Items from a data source

BEGIN

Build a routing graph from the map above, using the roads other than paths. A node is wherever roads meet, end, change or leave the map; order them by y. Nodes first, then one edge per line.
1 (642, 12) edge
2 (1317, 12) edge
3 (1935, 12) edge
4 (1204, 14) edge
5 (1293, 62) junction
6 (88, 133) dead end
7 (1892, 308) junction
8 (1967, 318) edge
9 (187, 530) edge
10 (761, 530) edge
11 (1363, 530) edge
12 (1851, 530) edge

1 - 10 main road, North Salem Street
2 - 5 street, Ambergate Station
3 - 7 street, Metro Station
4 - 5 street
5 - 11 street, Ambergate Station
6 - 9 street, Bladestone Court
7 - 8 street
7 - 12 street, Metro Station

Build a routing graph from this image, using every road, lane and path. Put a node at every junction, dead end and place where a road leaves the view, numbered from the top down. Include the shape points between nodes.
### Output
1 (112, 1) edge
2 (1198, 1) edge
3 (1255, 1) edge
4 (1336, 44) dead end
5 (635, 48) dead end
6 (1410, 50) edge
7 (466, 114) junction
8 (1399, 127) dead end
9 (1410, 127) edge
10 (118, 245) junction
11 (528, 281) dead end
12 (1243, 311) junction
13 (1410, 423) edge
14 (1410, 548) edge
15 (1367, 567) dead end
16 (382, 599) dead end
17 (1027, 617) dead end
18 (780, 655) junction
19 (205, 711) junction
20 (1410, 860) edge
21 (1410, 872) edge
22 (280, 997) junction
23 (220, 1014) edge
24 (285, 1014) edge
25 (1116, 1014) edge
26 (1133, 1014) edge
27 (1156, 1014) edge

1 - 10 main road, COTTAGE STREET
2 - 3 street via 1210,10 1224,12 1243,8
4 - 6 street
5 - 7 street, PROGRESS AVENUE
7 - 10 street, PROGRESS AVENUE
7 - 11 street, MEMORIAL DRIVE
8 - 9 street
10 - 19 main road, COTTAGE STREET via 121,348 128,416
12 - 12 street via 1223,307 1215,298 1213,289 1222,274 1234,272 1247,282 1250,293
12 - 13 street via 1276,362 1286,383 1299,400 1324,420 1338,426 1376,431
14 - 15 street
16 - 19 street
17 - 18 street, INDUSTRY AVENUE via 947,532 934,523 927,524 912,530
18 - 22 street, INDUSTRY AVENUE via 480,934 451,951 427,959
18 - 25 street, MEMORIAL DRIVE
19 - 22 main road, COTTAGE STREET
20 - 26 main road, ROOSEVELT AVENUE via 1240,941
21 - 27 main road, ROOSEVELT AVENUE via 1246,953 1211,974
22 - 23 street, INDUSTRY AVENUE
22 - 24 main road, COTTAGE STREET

END

[Task instructions]
Every record must appear in the answer exactly as it appears above.

[Exercise output]
Build a routing graph from the map above, using the roads other than paths. A node is wherever roads meet, end, change or leave the map; order them by y. Nodes first, then one edge per line.
1 (642, 12) edge
2 (1317, 12) edge
3 (1935, 12) edge
4 (1204, 14) edge
5 (1293, 62) junction
6 (88, 133) dead end
7 (1892, 308) junction
8 (1967, 318) edge
9 (187, 530) edge
10 (761, 530) edge
11 (1363, 530) edge
12 (1851, 530) edge

1 - 10 main road, North Salem Street
2 - 5 street, Ambergate Station
3 - 7 street, Metro Station
4 - 5 street
5 - 11 street, Ambergate Station
6 - 9 street, Bladestone Court
7 - 8 street
7 - 12 street, Metro Station

Build a routing graph from this image, using every road, lane and path. Put a node at every junction, dead end and place where a road leaves the view, numbered from the top down. Include the shape points between nodes.
### Output
1 (112, 1) edge
2 (1198, 1) edge
3 (1255, 1) edge
4 (1336, 44) dead end
5 (635, 48) dead end
6 (1410, 50) edge
7 (466, 114) junction
8 (1399, 127) dead end
9 (1410, 127) edge
10 (118, 245) junction
11 (528, 281) dead end
12 (1243, 311) junction
13 (1410, 423) edge
14 (1410, 548) edge
15 (1367, 567) dead end
16 (382, 599) dead end
17 (1027, 617) dead end
18 (780, 655) junction
19 (205, 711) junction
20 (1410, 860) edge
21 (1410, 872) edge
22 (280, 997) junction
23 (220, 1014) edge
24 (285, 1014) edge
25 (1116, 1014) edge
26 (1133, 1014) edge
27 (1156, 1014) edge

1 - 10 main road, COTTAGE STREET
2 - 3 street via 1210,10 1224,12 1243,8
4 - 6 street
5 - 7 street, PROGRESS AVENUE
7 - 10 street, PROGRESS AVENUE
7 - 11 street, MEMORIAL DRIVE
8 - 9 street
10 - 19 main road, COTTAGE STREET via 121,348 128,416
12 - 12 street via 1223,307 1215,298 1213,289 1222,274 1234,272 1247,282 1250,293
12 - 13 street via 1276,362 1286,383 1299,400 1324,420 1338,426 1376,431
14 - 15 street
16 - 19 street
17 - 18 street, INDUSTRY AVENUE via 947,532 934,523 927,524 912,530
18 - 22 street, INDUSTRY AVENUE via 480,934 451,951 427,959
18 - 25 street, MEMORIAL DRIVE
19 - 22 main road, COTTAGE STREET
20 - 26 main road, ROOSEVELT AVENUE via 1240,941
21 - 27 main road, ROOSEVELT AVENUE via 1246,953 1211,974
22 - 23 street, INDUSTRY AVENUE
22 - 24 main road, COTTAGE STREET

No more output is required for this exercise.